▼

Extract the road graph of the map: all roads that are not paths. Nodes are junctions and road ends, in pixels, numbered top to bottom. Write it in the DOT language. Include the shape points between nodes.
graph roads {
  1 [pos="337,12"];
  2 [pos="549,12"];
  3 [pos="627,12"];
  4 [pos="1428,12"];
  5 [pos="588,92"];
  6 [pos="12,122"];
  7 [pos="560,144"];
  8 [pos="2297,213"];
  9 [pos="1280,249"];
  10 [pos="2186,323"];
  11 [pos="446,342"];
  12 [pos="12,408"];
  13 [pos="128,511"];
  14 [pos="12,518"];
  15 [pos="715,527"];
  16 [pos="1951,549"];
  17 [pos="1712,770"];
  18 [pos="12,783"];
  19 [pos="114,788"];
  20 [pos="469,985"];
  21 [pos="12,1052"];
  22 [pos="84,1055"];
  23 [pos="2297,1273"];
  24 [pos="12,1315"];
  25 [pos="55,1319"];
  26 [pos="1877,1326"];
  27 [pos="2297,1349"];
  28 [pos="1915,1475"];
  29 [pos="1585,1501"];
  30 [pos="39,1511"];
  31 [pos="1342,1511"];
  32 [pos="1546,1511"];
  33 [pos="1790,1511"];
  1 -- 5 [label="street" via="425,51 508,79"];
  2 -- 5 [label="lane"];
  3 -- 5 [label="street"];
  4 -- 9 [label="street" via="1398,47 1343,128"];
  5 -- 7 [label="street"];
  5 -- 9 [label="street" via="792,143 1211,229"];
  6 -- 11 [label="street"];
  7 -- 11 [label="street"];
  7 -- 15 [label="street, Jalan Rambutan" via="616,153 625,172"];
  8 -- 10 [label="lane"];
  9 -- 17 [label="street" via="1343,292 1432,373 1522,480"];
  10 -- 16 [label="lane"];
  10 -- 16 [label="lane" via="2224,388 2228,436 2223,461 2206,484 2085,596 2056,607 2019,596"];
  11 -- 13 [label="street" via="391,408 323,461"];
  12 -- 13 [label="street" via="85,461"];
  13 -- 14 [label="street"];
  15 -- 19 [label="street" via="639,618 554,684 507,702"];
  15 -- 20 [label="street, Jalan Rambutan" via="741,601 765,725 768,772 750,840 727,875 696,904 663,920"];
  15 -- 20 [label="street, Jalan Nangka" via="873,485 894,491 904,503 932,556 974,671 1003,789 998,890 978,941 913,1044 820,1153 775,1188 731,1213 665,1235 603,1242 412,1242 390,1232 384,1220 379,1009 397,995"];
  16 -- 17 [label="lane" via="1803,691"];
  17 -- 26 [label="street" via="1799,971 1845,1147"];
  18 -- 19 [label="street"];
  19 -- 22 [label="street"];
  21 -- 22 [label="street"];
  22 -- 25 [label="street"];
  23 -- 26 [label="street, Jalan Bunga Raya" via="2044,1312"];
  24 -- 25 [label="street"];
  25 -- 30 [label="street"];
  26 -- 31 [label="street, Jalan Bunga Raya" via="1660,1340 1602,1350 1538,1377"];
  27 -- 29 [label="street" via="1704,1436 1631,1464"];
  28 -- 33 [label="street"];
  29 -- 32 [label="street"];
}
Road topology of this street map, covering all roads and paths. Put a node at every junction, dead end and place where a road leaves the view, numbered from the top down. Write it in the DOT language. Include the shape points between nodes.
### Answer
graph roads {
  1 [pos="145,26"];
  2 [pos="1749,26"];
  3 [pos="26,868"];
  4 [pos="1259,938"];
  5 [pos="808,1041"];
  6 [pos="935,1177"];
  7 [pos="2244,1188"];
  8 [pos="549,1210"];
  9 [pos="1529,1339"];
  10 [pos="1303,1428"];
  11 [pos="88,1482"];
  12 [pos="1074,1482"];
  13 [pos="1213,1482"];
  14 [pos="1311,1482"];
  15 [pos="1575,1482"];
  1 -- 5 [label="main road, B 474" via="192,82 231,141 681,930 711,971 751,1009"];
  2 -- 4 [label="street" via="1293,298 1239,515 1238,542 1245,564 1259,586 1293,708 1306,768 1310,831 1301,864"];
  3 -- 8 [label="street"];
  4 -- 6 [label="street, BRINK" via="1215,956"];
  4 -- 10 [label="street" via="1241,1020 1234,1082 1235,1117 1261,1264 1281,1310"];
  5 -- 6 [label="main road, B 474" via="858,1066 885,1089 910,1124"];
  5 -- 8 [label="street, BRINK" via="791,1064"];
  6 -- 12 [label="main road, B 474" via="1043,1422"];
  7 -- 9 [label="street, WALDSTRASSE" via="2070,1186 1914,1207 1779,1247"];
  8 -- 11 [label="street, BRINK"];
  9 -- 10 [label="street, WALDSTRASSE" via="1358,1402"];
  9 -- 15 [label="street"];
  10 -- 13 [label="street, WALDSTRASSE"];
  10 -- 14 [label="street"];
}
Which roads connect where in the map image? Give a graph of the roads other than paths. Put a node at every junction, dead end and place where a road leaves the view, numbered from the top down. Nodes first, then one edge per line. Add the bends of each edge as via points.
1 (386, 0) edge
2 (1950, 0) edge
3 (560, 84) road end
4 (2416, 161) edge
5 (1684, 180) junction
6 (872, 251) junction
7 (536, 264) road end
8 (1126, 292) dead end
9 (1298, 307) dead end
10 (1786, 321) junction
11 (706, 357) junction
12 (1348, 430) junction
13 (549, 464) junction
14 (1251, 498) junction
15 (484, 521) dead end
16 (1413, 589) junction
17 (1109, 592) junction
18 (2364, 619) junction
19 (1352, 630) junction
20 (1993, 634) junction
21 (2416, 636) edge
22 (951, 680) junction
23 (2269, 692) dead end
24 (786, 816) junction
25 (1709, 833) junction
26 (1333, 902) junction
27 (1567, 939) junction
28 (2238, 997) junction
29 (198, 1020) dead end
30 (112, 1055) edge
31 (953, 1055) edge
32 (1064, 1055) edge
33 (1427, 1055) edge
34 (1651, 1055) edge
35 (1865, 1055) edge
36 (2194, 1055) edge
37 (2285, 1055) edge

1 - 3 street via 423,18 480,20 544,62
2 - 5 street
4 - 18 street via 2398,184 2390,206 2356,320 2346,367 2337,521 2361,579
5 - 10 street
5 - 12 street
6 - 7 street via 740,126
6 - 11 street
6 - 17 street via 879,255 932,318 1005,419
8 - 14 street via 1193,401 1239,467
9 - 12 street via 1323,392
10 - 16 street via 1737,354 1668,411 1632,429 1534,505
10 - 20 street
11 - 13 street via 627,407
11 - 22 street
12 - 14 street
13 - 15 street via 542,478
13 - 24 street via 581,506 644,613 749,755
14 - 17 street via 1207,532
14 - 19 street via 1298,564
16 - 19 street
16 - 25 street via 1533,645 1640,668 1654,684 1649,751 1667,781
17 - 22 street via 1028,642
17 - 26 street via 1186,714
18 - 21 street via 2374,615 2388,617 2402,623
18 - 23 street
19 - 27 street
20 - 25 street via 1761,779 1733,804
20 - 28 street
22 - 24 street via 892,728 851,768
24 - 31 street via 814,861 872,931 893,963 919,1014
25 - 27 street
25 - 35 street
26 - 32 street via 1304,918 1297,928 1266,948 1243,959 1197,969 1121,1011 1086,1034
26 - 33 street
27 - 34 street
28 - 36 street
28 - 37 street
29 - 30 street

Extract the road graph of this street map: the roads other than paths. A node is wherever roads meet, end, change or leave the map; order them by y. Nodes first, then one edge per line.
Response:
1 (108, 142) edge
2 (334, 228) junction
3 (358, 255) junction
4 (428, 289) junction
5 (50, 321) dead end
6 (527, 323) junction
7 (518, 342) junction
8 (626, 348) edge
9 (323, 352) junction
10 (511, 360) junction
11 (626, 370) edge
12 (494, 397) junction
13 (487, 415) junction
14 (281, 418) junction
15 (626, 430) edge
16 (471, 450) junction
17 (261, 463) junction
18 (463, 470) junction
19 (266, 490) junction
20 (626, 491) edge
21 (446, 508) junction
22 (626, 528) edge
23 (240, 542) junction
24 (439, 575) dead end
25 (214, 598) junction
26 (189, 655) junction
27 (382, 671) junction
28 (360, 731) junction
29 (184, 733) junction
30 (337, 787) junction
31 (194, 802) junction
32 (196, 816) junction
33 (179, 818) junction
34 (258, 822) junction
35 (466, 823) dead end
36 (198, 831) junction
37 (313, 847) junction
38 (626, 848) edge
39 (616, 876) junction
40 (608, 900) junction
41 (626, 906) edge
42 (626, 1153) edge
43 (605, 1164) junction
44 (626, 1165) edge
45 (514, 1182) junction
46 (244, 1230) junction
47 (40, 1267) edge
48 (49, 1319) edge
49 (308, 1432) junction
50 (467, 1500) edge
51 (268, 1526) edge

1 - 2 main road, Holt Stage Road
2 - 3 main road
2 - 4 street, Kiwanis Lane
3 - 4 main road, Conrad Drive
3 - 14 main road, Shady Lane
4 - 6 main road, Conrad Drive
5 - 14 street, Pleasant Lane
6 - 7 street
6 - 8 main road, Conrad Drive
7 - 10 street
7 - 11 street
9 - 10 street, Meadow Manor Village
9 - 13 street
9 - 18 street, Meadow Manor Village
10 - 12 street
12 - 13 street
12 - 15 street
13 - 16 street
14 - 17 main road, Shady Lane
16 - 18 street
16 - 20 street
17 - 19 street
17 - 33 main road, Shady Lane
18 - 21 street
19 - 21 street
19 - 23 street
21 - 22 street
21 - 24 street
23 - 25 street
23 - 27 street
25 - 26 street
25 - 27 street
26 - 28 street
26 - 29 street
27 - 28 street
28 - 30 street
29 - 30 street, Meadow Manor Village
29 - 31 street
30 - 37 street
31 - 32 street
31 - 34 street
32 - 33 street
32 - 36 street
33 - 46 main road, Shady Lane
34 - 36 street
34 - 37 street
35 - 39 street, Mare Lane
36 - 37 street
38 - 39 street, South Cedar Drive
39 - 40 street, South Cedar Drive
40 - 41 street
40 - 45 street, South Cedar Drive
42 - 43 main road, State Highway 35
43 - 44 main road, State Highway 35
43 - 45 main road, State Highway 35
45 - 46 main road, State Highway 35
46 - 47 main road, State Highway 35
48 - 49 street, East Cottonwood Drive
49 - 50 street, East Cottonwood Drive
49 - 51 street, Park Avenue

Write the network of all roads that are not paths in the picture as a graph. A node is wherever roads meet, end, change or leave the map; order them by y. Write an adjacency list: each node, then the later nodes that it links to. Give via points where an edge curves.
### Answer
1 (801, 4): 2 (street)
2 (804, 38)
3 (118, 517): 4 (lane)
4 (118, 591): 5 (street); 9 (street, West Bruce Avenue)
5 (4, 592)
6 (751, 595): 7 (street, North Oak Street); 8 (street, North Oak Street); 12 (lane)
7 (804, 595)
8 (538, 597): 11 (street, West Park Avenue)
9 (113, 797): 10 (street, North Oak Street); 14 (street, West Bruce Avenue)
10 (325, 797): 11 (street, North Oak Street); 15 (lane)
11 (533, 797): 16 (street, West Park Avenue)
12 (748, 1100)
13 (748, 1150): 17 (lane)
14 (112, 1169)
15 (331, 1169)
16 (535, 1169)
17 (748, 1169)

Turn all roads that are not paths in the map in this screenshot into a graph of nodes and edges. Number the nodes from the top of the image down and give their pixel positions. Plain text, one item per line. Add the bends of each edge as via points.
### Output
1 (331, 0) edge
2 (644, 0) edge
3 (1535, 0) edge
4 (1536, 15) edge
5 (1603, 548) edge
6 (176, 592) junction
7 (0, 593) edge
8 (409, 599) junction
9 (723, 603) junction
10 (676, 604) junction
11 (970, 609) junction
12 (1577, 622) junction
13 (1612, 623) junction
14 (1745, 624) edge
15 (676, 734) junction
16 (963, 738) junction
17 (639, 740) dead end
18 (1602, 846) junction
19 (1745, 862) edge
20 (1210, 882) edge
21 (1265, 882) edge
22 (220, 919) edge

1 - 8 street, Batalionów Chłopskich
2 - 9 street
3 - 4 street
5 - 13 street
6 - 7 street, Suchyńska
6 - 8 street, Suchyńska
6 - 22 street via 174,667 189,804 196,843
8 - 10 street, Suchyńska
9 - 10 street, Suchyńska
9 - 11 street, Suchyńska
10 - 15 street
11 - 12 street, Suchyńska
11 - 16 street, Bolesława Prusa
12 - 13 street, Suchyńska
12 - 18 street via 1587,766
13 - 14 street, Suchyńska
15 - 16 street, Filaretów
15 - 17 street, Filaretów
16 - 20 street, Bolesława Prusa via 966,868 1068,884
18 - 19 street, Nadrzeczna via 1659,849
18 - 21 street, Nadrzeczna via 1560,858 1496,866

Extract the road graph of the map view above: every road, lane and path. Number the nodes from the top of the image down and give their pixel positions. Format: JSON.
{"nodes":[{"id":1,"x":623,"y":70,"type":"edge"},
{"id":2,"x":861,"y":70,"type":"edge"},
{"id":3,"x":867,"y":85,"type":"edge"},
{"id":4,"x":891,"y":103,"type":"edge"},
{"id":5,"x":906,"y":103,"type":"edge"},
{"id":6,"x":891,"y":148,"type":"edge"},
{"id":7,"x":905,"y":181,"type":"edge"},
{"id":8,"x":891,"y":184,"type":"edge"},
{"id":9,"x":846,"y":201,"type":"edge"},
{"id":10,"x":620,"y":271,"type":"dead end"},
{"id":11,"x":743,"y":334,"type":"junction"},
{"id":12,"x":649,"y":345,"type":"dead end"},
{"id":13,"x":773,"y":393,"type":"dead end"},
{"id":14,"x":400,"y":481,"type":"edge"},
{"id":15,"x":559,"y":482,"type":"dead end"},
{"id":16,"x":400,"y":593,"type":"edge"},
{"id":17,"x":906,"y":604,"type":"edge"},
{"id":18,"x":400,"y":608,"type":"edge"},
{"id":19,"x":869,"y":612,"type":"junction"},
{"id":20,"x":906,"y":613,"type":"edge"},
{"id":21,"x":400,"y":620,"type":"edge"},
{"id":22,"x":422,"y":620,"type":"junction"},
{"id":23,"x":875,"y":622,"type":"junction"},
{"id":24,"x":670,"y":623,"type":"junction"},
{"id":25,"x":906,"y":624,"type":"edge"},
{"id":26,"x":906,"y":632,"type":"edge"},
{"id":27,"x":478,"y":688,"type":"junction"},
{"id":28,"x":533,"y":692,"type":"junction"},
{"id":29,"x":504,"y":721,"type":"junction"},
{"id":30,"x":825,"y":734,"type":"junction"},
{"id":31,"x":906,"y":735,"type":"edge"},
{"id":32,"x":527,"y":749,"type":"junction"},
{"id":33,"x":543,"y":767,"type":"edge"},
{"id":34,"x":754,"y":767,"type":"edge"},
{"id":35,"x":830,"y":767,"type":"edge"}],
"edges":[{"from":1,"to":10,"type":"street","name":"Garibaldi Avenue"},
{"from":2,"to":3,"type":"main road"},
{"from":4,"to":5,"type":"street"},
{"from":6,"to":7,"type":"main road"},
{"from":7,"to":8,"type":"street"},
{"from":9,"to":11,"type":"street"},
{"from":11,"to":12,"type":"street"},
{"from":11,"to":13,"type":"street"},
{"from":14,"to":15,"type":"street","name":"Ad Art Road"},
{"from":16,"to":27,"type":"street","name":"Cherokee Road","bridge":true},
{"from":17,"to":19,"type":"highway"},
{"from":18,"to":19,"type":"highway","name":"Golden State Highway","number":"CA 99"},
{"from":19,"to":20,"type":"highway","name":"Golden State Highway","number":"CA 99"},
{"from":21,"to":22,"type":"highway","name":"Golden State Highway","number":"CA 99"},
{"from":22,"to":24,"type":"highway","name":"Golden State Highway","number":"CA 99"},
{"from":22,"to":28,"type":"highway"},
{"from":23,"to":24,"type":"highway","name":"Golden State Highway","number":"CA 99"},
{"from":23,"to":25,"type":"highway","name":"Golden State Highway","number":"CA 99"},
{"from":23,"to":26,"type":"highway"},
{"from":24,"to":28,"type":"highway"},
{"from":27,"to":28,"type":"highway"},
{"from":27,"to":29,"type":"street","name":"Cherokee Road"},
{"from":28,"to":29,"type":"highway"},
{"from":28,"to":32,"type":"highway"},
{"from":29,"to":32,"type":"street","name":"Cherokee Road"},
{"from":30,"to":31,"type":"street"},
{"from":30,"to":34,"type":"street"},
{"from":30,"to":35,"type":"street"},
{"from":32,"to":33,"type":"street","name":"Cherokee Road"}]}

▲

TASK DESCRIPTION:
In the entries, how many lines include the string "edges"? Only the number should be given.

EXERCISE RESPONSE:
2